> **DATA FOR THE TASK**:
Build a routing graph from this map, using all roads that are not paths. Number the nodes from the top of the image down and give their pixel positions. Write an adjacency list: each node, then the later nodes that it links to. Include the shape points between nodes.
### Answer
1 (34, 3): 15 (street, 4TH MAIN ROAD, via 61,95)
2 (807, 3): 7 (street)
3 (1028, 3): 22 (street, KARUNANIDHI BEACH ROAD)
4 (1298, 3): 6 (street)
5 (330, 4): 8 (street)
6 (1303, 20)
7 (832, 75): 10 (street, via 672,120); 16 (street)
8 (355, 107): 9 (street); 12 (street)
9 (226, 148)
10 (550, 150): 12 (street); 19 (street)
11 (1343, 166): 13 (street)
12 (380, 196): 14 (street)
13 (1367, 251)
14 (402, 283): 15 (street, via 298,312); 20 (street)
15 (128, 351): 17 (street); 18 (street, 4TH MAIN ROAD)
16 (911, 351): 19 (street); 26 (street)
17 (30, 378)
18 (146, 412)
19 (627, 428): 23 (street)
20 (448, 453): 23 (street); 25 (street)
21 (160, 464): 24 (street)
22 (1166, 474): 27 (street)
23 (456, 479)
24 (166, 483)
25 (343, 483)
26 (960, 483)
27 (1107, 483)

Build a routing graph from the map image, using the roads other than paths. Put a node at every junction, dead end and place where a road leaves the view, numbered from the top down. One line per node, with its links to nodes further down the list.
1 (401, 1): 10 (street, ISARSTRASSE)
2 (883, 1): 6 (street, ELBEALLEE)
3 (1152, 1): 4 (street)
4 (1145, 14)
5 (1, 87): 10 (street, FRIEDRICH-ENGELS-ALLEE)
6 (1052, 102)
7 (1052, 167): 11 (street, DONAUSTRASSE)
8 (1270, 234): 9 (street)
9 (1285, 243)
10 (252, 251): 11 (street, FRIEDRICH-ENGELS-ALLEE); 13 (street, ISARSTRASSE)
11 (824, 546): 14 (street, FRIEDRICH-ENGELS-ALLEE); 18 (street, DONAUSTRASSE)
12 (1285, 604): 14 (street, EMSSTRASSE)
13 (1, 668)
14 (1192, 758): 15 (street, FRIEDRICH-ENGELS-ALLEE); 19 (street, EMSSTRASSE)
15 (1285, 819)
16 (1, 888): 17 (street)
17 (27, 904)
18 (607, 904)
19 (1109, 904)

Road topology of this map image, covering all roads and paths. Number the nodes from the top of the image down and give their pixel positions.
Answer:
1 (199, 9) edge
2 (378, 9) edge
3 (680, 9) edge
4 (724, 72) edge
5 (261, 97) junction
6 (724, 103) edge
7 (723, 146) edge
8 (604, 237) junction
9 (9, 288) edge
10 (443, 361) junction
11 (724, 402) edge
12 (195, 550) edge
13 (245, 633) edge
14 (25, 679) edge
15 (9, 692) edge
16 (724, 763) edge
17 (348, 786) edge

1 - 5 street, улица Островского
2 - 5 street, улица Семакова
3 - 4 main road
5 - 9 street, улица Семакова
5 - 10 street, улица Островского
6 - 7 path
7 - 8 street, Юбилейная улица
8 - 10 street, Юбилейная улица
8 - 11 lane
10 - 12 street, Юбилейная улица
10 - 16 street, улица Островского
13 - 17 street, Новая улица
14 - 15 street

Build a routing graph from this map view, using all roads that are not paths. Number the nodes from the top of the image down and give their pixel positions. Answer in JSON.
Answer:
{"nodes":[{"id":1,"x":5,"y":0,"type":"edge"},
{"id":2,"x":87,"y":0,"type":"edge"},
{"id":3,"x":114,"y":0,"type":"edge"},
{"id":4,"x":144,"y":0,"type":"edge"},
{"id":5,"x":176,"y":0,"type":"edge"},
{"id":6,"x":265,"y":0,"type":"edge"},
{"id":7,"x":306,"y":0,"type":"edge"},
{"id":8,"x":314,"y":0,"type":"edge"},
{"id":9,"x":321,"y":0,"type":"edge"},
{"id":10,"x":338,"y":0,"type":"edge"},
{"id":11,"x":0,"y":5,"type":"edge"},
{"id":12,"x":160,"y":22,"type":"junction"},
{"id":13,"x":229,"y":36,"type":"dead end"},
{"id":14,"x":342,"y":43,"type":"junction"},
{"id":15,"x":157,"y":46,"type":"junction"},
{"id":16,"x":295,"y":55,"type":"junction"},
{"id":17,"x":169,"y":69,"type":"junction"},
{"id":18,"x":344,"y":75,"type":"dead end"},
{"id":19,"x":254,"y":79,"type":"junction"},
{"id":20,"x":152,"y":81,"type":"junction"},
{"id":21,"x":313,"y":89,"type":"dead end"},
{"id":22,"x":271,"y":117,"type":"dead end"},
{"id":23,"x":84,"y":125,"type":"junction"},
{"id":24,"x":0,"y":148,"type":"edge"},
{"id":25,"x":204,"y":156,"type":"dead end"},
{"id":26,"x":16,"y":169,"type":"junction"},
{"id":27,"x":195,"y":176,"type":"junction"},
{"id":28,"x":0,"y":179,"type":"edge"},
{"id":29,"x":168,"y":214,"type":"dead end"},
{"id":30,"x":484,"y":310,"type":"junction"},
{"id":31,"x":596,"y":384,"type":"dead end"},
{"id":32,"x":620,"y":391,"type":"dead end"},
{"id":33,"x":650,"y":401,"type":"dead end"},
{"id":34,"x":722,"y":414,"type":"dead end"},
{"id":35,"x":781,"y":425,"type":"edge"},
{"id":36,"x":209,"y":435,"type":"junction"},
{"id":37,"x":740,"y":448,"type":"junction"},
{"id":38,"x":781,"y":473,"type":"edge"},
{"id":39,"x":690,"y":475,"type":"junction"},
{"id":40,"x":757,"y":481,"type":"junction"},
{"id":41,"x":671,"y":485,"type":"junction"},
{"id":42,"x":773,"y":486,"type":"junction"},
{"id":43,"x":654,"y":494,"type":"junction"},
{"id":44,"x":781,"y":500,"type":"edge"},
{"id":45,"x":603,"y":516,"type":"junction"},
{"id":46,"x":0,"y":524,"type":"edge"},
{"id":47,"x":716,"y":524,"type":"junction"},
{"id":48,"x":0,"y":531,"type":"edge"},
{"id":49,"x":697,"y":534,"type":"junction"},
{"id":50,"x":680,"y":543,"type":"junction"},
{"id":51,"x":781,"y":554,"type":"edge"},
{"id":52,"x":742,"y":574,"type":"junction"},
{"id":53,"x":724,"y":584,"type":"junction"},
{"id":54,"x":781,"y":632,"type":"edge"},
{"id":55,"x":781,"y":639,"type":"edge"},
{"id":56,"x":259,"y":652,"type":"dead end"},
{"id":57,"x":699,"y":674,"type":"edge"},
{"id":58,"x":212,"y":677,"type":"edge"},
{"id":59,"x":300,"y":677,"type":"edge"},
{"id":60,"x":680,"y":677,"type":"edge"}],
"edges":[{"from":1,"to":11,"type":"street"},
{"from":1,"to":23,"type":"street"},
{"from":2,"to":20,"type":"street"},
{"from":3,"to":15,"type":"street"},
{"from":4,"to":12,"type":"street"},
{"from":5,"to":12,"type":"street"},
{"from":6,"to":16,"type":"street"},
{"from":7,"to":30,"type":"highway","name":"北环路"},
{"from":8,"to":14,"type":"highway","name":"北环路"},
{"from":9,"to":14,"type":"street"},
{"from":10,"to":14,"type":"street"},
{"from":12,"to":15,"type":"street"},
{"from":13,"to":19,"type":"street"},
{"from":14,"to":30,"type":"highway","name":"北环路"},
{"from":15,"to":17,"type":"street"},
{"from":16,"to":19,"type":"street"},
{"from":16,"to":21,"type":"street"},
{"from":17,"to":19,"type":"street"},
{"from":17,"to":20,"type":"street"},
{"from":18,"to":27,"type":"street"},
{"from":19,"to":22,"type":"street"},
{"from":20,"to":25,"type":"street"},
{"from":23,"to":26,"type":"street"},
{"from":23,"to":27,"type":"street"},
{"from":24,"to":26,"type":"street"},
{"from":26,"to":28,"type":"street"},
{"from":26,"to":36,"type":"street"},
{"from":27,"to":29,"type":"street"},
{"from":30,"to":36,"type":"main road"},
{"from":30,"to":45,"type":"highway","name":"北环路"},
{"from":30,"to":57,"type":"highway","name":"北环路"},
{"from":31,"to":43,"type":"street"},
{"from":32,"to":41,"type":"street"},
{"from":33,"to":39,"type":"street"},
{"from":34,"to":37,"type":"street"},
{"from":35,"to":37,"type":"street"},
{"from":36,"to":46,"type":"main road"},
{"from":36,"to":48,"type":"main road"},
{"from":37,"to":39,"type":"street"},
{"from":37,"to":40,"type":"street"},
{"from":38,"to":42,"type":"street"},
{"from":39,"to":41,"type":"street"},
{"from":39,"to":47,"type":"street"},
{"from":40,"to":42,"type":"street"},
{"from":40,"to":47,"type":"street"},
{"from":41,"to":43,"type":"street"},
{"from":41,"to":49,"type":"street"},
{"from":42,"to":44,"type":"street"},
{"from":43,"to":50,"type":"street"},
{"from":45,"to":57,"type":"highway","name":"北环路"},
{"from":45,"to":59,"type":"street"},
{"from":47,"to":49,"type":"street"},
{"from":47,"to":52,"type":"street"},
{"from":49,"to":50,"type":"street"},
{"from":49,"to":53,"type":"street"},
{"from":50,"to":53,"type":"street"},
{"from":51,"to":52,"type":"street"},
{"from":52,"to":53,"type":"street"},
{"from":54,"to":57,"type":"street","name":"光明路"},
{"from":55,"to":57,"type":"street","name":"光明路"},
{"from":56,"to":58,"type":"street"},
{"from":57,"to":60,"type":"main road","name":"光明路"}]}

> **EXERCISE DETAILS**: Every line in the records above that contains the word "links" should be copied out.

> **SOLUTION TO THIS EXERCISE**:
Build a routing graph from this map, using all roads that are not paths. Number the nodes from the top of the image down and give their pixel positions. Write an adjacency list: each node, then the later nodes that it links to. Include the shape points between nodes.
Build a routing graph from the map image, using the roads other than paths. Put a node at every junction, dead end and place where a road leaves the view, numbered from the top down. One line per node, with its links to nodes further down the list.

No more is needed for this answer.